# Eager vs Lazy DataFrames: One Fix to Make Your Code Work Anywhere

## Motivation

In [None]:
from datetime import datetime

import pandas as pd
import polars as pl

data1 = {"store": [1, 1, 2], "date_id": [4, 5, 6]}
data2 = {"store": [1, 2], "sales": [7, 8]}

pandas_df1 = pd.DataFrame(data1)
pandas_df2 = pd.DataFrame(data2)

# The outputs are  the same
for _ in range(5):
    # Left join
    pandas_df = pd.merge(pandas_df1, pandas_df2, on="store", how="left")
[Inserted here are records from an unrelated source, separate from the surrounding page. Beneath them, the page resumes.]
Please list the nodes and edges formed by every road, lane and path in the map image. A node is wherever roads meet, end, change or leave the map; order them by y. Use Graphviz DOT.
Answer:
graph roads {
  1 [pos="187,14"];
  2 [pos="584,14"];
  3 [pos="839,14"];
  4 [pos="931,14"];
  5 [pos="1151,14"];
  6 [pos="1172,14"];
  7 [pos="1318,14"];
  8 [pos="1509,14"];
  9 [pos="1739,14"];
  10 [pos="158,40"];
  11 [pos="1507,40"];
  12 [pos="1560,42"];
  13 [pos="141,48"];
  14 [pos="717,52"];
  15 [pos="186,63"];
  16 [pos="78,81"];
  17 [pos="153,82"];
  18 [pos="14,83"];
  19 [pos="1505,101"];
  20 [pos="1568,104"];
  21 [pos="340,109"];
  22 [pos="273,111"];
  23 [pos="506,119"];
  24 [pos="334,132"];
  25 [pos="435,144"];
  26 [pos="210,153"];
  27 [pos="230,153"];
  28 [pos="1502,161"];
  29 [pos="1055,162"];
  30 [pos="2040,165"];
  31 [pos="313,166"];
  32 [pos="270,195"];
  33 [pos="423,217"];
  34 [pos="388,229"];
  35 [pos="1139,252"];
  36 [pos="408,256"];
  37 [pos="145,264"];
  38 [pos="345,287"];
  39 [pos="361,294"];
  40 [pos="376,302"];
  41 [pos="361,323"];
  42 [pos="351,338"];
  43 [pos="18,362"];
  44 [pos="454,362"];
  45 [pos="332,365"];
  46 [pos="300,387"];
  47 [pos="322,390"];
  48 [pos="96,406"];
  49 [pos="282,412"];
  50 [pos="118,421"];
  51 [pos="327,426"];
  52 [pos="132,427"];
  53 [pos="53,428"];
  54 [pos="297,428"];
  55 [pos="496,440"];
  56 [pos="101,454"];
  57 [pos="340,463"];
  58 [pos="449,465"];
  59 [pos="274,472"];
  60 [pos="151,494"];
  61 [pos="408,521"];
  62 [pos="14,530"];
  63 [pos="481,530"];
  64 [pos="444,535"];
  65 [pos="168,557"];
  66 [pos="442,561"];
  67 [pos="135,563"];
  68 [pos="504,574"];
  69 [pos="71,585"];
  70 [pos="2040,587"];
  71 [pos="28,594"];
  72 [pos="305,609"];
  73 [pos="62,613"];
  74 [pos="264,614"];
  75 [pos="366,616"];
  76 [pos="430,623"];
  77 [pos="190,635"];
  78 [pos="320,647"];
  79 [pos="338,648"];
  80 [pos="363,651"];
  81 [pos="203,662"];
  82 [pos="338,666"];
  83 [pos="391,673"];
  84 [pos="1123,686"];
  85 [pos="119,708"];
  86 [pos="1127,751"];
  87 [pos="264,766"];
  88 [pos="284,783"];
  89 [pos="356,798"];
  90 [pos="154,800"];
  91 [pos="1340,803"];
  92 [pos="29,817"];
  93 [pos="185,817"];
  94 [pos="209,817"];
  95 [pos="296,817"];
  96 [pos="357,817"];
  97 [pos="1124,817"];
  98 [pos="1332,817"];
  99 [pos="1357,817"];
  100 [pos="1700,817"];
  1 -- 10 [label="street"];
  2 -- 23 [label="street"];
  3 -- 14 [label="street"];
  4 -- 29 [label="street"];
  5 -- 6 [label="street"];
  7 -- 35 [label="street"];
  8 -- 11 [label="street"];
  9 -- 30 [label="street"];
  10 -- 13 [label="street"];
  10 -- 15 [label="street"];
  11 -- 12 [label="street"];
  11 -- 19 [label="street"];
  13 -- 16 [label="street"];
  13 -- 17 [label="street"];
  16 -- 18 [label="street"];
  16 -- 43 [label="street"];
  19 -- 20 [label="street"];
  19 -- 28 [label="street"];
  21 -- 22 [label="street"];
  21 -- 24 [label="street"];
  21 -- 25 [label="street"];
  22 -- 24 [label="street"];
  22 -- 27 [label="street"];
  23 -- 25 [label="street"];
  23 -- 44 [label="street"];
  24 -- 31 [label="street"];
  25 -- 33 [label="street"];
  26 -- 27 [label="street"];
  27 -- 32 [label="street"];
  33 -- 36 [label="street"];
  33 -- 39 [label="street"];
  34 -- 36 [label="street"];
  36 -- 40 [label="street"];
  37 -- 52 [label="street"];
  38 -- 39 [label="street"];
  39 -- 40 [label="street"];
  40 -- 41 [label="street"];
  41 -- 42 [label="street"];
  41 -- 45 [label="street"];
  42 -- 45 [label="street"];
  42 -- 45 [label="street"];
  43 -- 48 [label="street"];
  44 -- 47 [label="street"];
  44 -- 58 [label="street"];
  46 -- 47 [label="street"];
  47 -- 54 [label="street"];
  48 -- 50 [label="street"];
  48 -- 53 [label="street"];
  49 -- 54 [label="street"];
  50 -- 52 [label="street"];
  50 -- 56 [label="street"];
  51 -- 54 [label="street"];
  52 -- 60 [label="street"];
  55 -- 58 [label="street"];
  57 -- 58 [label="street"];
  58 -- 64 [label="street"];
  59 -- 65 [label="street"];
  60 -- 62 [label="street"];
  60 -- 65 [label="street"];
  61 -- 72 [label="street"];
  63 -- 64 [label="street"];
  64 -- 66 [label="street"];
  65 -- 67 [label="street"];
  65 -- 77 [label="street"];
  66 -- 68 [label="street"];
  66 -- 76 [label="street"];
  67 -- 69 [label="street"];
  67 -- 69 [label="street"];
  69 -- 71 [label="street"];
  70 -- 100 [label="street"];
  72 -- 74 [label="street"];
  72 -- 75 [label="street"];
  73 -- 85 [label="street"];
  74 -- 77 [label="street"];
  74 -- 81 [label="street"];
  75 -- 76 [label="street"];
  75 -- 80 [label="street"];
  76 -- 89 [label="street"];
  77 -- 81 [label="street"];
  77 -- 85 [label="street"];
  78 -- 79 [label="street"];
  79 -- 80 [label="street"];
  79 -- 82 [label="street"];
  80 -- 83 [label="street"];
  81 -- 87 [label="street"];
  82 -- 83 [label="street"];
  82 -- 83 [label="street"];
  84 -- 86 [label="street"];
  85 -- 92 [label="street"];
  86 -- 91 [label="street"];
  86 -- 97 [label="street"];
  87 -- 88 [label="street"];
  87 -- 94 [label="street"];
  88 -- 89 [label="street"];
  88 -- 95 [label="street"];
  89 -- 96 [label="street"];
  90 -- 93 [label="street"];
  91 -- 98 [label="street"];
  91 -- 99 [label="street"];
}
    # Cumulative sum of sales within each store
    pandas_df["cumulative_sales"] = pandas_df.groupby("store")["sales"].cumsum()

    print(pandas_df)

In [None]:
polars_df1 = pl.DataFrame(data1).lazy()
polars_df2 = pl.DataFrame(data2).lazy()

# The outputs are not the same
for _ in range(5):
    print(
        polars_df1.join(polars_df2, on="store", how="left")
        .with_columns(cumulative_sales=pl.col("sales").cum_sum().over("store"))
        .collect(engine="streaming")
    )

## Eager-only solution

In [None]:
data = {
	"sale_date": [
		datetime(2025, 5, 22),
		datetime(2025, 5, 23),
		datetime(2025, 5, 24),
		datetime(2025, 5, 22),
		datetime(2025, 5, 23),
		datetime(2025, 5, 24),
	],
	"store": [
		"Thimphu",
		"Thimphu",
		"Thimphu",
		"Paro",
		"Paro",
		"Paro",
	],
	"sales": [1100, None, 1450, 501, 500, None],
}

pdf = pd.DataFrame(data)
print(pdf)

In [None]:
import narwhals as nw
from narwhals.typing import IntoFrameT


def agnostic_ffill_by_store(df_native: IntoFrameT) -> IntoFrameT:
	# Supports pandas and Polars.DataFrame, but not lazy ones.
	return (
		nw.from_native(df_native)
		.with_columns(
			nw.col("sales").fill_null(strategy="forward").over("store")
		)
		.to_native()
	)

In [None]:
# pandas.DataFrame
df_pandas = pd.DataFrame(data)
agnostic_ffill_by_store(df_pandas)

In [None]:
# polars.DataFrame
df_polars = pl.DataFrame(data)
agnostic_ffill_by_store(df_polars)

In [None]:
import duckdb

duckdb_rel = duckdb.table("df_polars")
duckdb_rel

In [None]:
# agnostic_ffill_by_store(duckdb_rel)
# Error: narwhals.exceptions.OrderDependentExprError: Order-dependent expressions are not supported for use in LazyFrame.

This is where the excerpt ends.